Perhaps the recognition of same-sex couples in Ontario is the best example Smitherman’s awkward position. In June 1994, then premier Bob Rae introduced Bill 167, which would have amended most of Ontario’s laws to grant equal standing to same-sex couples. The Liberals helped defeat the legislation.
Prior to last month’s opening of the legislature, Smitherman had visions of riding into battle on the issue and redeeming his party.
“Bill 167 was a disgraceful period and I blame all of them,” Smitherman said. “They’ll be ill-advised to go against the legislation because they’ll have me to deal with every day.”
But in the end, the Tories came up with their own comprehensive reforms to spousal law, taking the wind out of Smitherman’s sails. Smitherman was left with the rather narrow worry over closeted gay MPPs. Conflict of interest guidelines would force them to publicly declare if they have same-sex partners.

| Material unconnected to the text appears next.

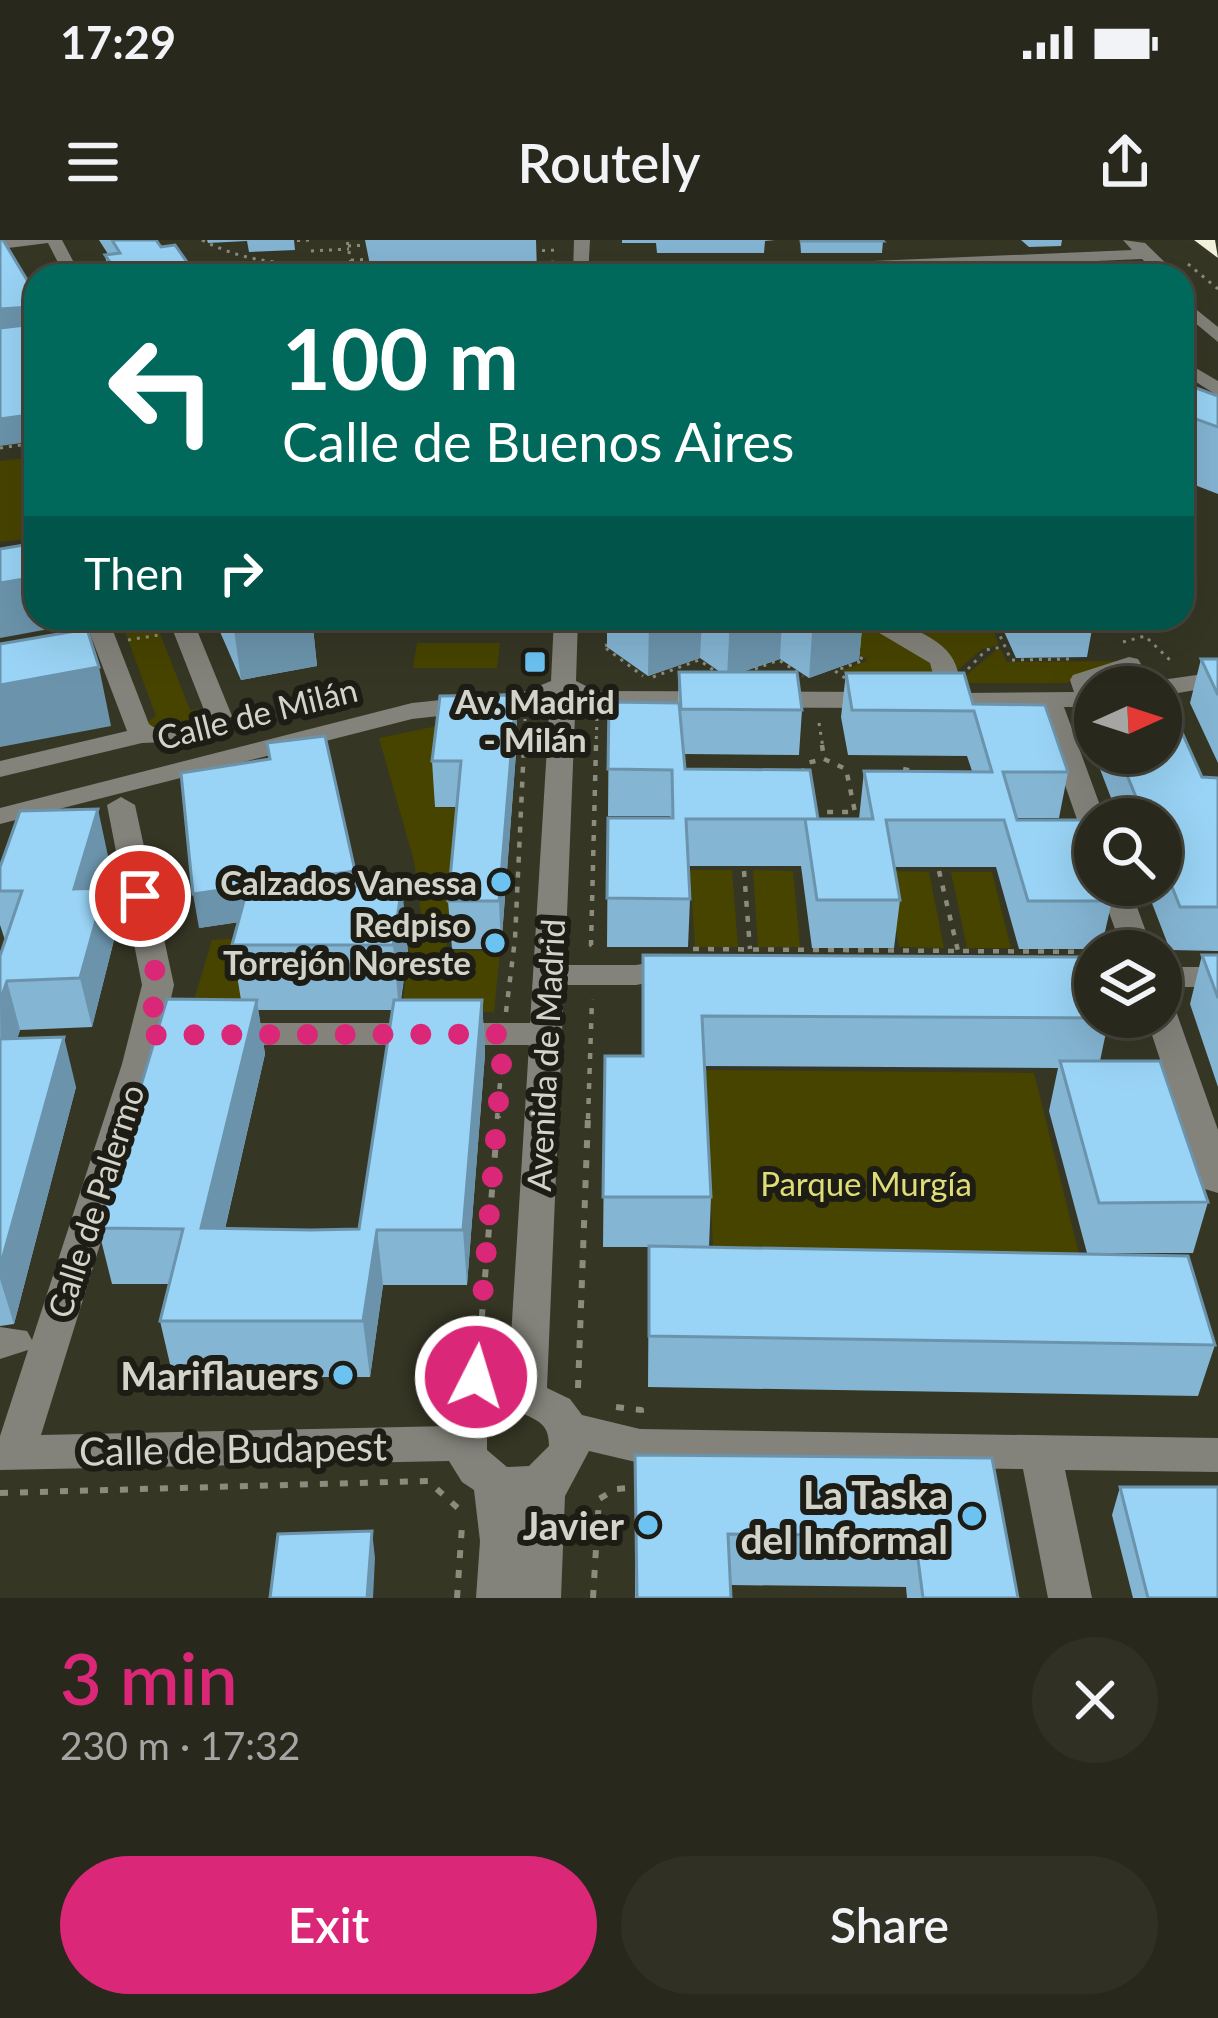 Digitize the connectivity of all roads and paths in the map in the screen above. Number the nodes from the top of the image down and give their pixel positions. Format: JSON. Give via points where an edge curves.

So, maybe it’s a good thing for Smitherman that people like Rev Brent Hawkes don’t believe it is important whether Smitherman has a hand in writing legislation or getting bills passed. More important to Hawkes will be the entre Smitherman can provide gay men and lesbians to the Ontario legislature.
“This is about us having access to the halls of power,” says Hawkes.
Hawkes also has some deeply held beliefs about the exercising of political office that he says can only benefit the wildly diverse community of Toronto Centre-Rosedale. But that may run contrary to who George Smitherman is, at heart.
“That office [Smitherman’s] can do the most good if it approaches things in a bi-partisan way,” Hawkes says. “He is first and foremost the MPP of the riding, not the Liberal party. His first allegiance is to support the riding.”
Non-partisanship may be a tall order to fill for Smitherman, who has been active in the Liberal Party going back to his days as an Etobicoke teen. In fact, the whole of Smitherman’s career leading up to his June election victory has been that of partisan backroom person.
Most recently, he worked as Barbara Hall’s executive assistant. He was also Hall’s campaign manager in her ill-fated mayoral bid that had as one of its organizers Keith Davey, the venerable Liberal powerbroker. Davey was a guest at 24 Sussex Drive in mid-October to celebrate the 80th birthday of Pierre Trudeau.
These are the forces to which Smitherman is aligned.
“His role should be determined by his constituents. A huge percentage of the constituency is gay and it voted for him,” says Hawkes.
And perhaps it is his being gay that will redeem him as a Liberal party hack. His participation in Sarnia’s first gay Pride day this summer as marshall of the parade that attracted between 600 and 700 people was something of an epiphany.
“That was the single most important reminder of my possibilities as an openly gay MPP to build ties and strengthen communities,” Smitherman says. “Those people reminded me of the possibilities. Reminded me of how much we take for granted in downtown Toronto.”